WORK TASK » For the records below, tally the lines that include the word "each" and give only the tally.
BEGIN GIVEN RECORDS
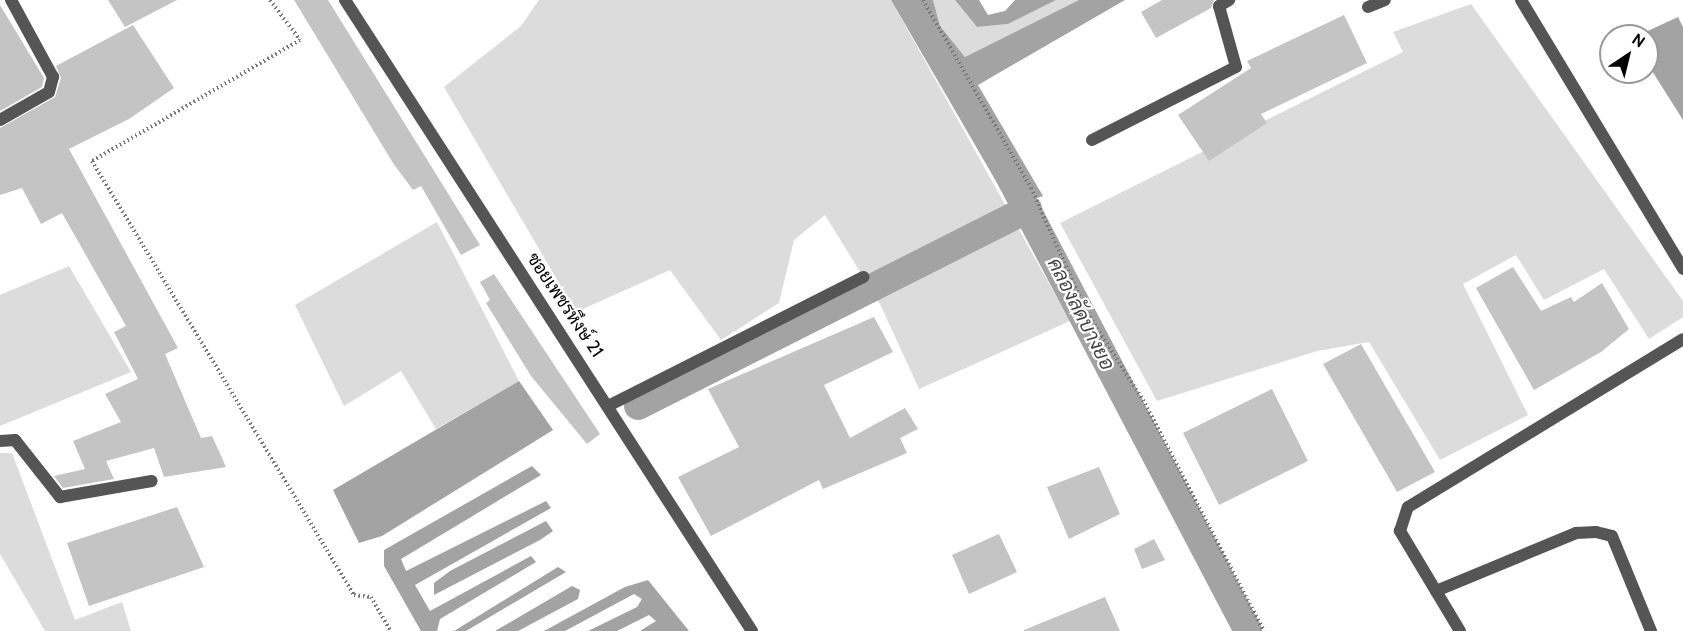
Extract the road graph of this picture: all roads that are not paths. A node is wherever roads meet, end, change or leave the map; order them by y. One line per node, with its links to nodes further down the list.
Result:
1 (11, 0): 7 (street)
2 (345, 0): 12 (street, ซอยเพชรหึงษ์ 21)
3 (1229, 0): 8 (street)
4 (1385, 0): 6 (street)
5 (1521, 0): 9 (street)
6 (1368, 7)
7 (0, 120)
8 (1092, 140)
9 (1683, 269)
10 (863, 277): 12 (street)
11 (1683, 339): 15 (street)
12 (610, 405): 16 (street, ซอยเพชรหึงษ์ 21)
13 (0, 441): 14 (street)
14 (152, 480)
15 (1436, 591): 17 (street); 18 (street)
16 (752, 631)
17 (1461, 631)
18 (1651, 631)

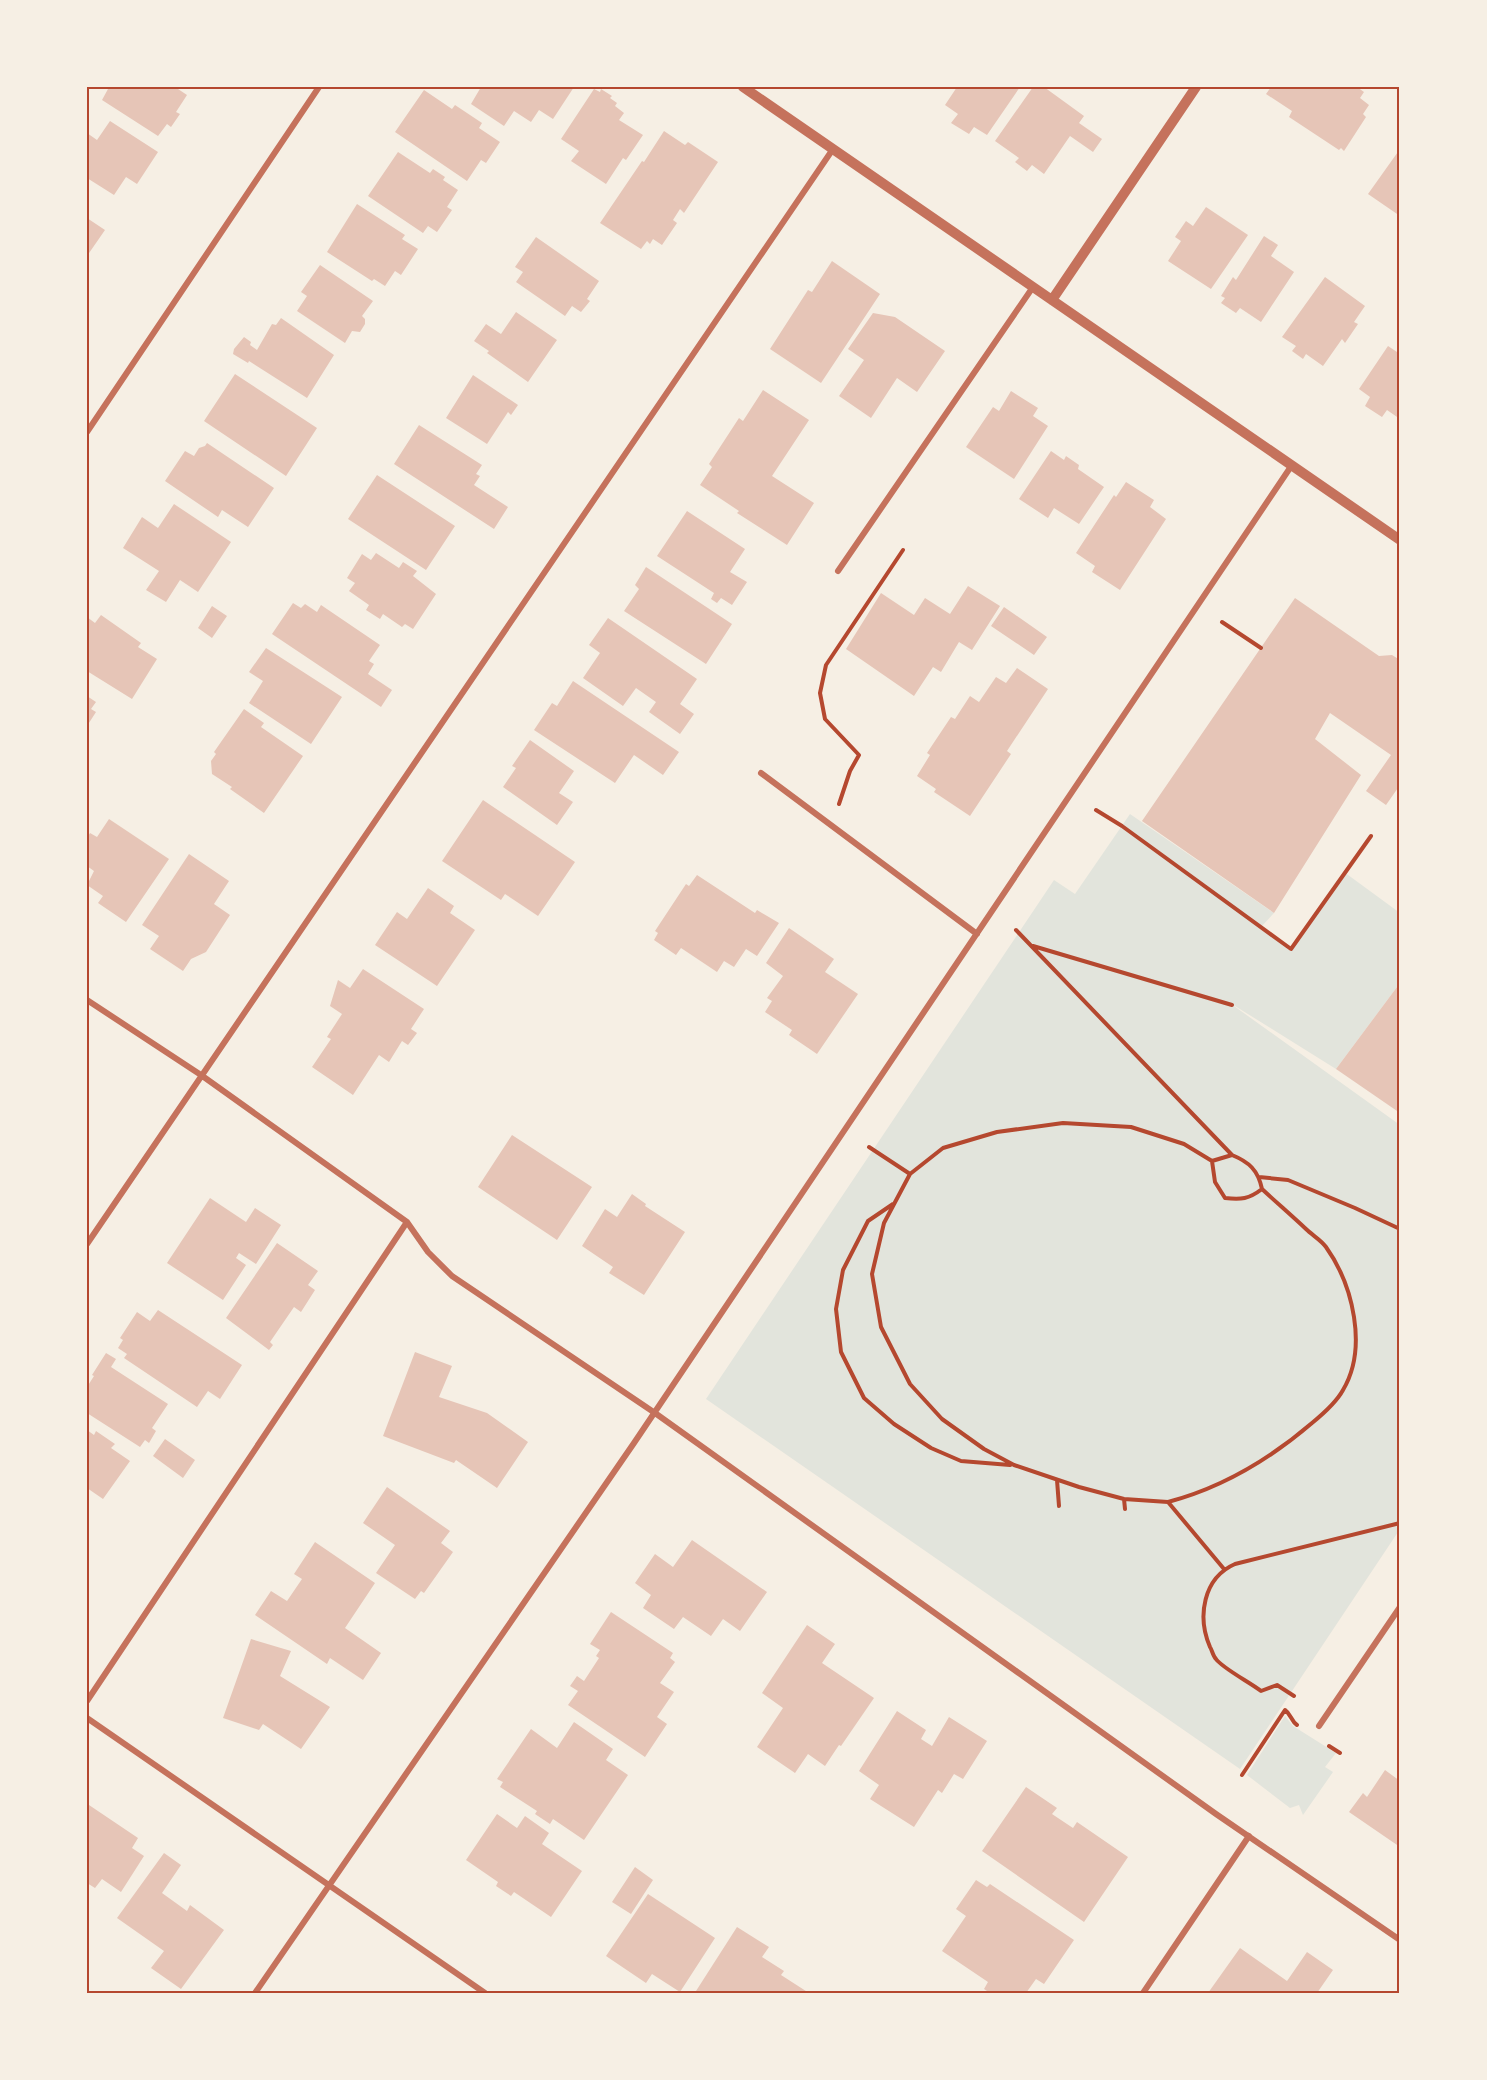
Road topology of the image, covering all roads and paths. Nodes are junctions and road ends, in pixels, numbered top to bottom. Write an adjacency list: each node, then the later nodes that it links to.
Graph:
1 (319, 87): 7 (street)
2 (743, 87): 4 (street)
3 (1196, 87): 6 (street)
4 (833, 149): 5 (street); 23 (street)
5 (1033, 287): 6 (street); 11 (street)
6 (1052, 300): 8 (street)
7 (87, 432)
8 (1292, 465): 9 (street); 19 (street)
9 (1400, 540)
10 (903, 550): 16 (path)
11 (838, 571)
12 (1222, 622): 13 (path)
13 (1261, 648)
14 (761, 773): 16 (street)
15 (1096, 810): 17 (path)
16 (827, 823): 19 (street)
17 (1371, 836)
18 (1016, 930): 20 (path)
19 (977, 934): 34 (street)
20 (1032, 946): 22 (path); 25 (path)
21 (87, 1000): 23 (street)
22 (1232, 1005)
23 (201, 1075): 31 (street); 33 (street)
24 (869, 1148): 27 (path)
25 (1232, 1155): 26 (path); 28 (path)
26 (1212, 1161): 27 (path); 29 (path)
27 (910, 1174): 30 (path)
28 (1259, 1177): 29 (path); 32 (path)
29 (1262, 1189): 38 (path)
30 (896, 1202): 35 (path); 35 (path)
31 (407, 1222): 34 (street); 45 (street)
32 (1400, 1229)
33 (87, 1244)
34 (655, 1413): 50 (street); 51 (street)
35 (1014, 1465): 36 (path)
36 (1057, 1480): 37 (path); 39 (path)
37 (1124, 1499): 38 (path); 40 (path)
38 (1168, 1502): 42 (path)
39 (1059, 1506)
40 (1125, 1509)
41 (1400, 1523): 42 (path)
42 (1224, 1569): 44 (path)
43 (1400, 1607): 48 (street)
44 (1294, 1696)
45 (87, 1701)
46 (1285, 1710): 49 (path)
47 (87, 1718): 51 (street)
48 (1319, 1726)
49 (1242, 1775)
50 (1249, 1836): 52 (street); 55 (street)
51 (330, 1886): 53 (street); 54 (street)
52 (1400, 1940)
53 (255, 1993)
54 (485, 1993)
55 (1143, 1993)

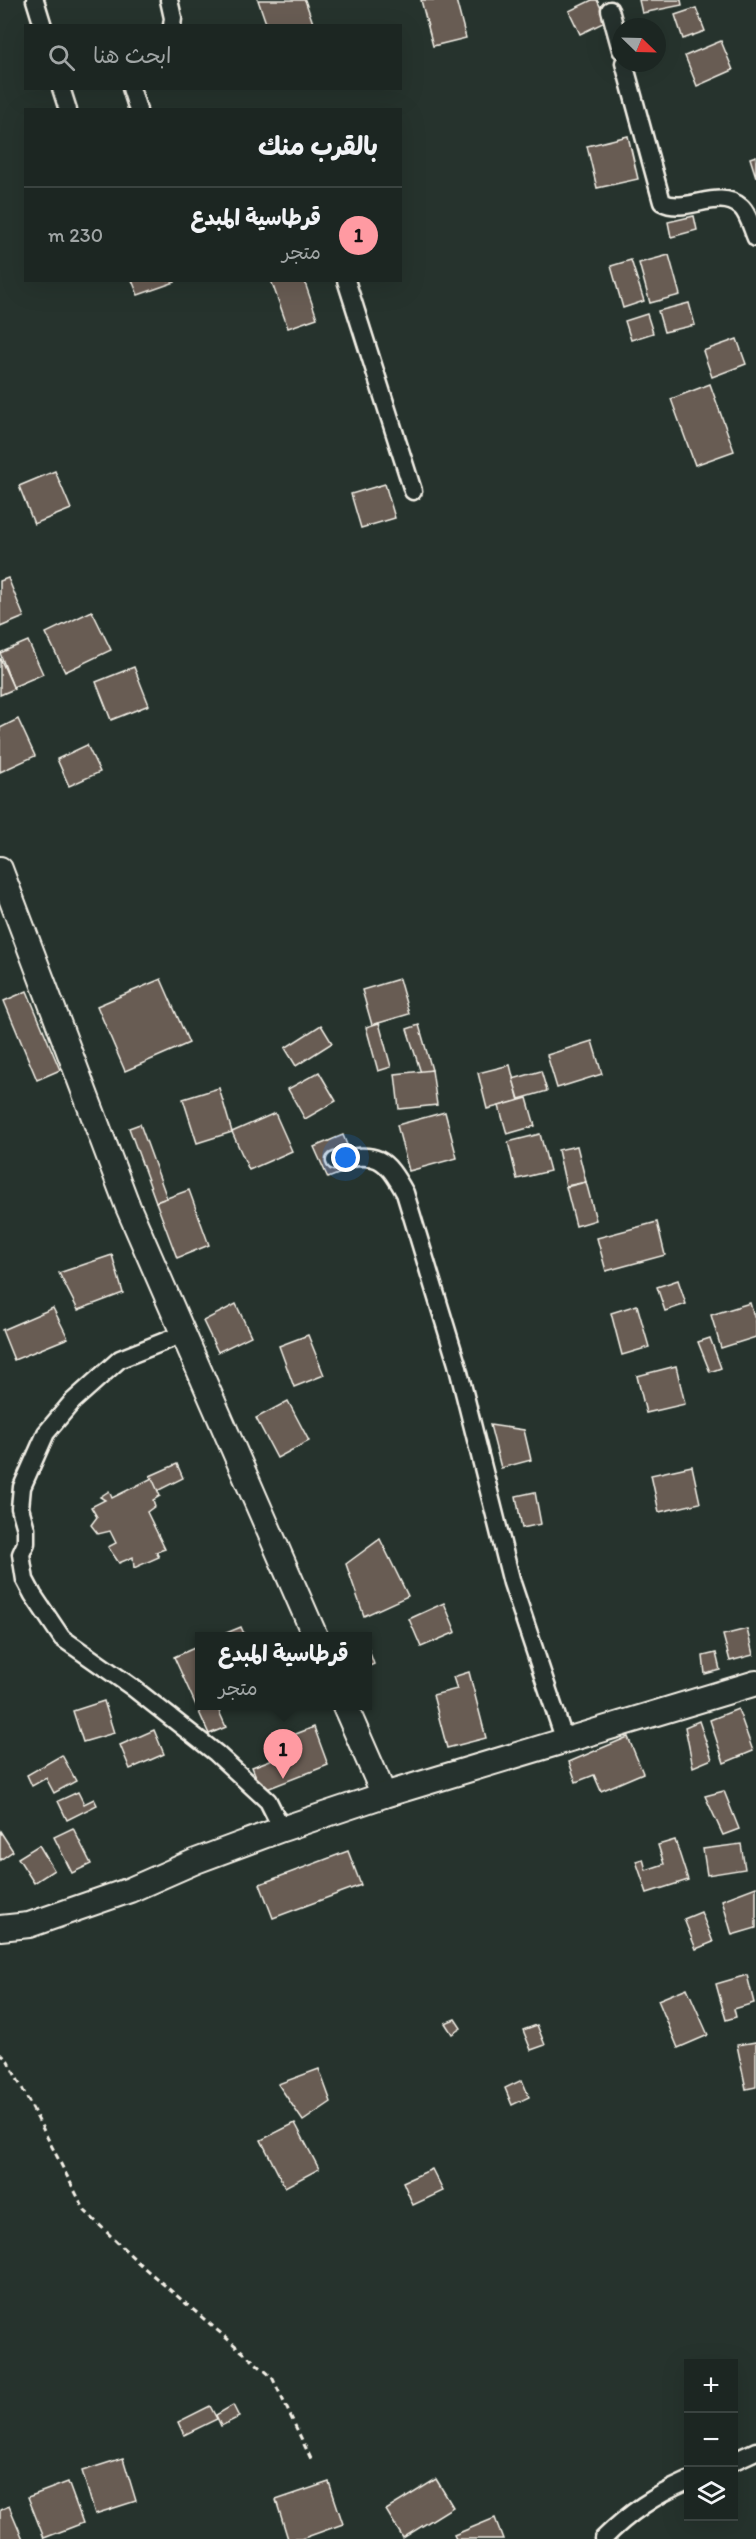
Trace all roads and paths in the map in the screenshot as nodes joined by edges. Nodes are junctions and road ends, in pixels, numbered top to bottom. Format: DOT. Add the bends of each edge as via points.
graph roads {
  1 [pos="35,0"];
  2 [pos="168,0"];
  3 [pos="610,10"];
  4 [pos="612,18"];
  5 [pos="42,24"];
  6 [pos="172,24"];
  7 [pos="626,72"];
  8 [pos="62,90"];
  9 [pos="132,90"];
  10 [pos="67,108"];
  11 [pos="137,108"];
  12 [pos="756,238"];
  13 [pos="347,282"];
  14 [pos="413,491"];
  15 [pos="0,869"];
  16 [pos="335,1161"];
  17 [pos="183,1334"];
  18 [pos="313,1632"];
  19 [pos="756,1683"];
  20 [pos="347,1710"];
  21 [pos="565,1742"];
  22 [pos="384,1795"];
  23 [pos="282,1829"];
  24 [pos="0,1928"];
  25 [pos="0,2053"];
  26 [pos="756,2451"];
  27 [pos="738,2459"];
  28 [pos="312,2461"];
  29 [pos="684,2483"];
  30 [pos="603,2539"];
  1 -- 5 [label="street"];
  2 -- 6 [label="street"];
  3 -- 4 [label="street"];
  7 -- 12 [label="street" via="662,202 670,207 730,202 742,208"];
  8 -- 10 [label="street"];
  9 -- 11 [label="street"];
  13 -- 14 [label="street"];
  15 -- 17 [label="street" via="128,1207"];
  16 -- 21 [label="street" via="355,1156 378,1159 391,1168 405,1193 457,1364 512,1583"];
  17 -- 18 [label="street"];
  17 -- 23 [label="street" via="120,1359 72,1402 46,1433 22,1487 20,1508 26,1543 21,1554 26,1580 62,1638 216,1753 268,1801"];
  19 -- 21 [label="street"];
  20 -- 22 [label="street"];
  21 -- 22 [label="street"];
  22 -- 23 [label="street"];
  23 -- 24 [label="street" via="130,1890 29,1924"];
  25 -- 28 [label="path" via="8,2061 85,2211 142,2266 272,2377"];
  26 -- 27 [label="street"];
  29 -- 30 [label="street" via="627,2515"];
}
END GIVEN RECORDS
RESPONSE AREA » 2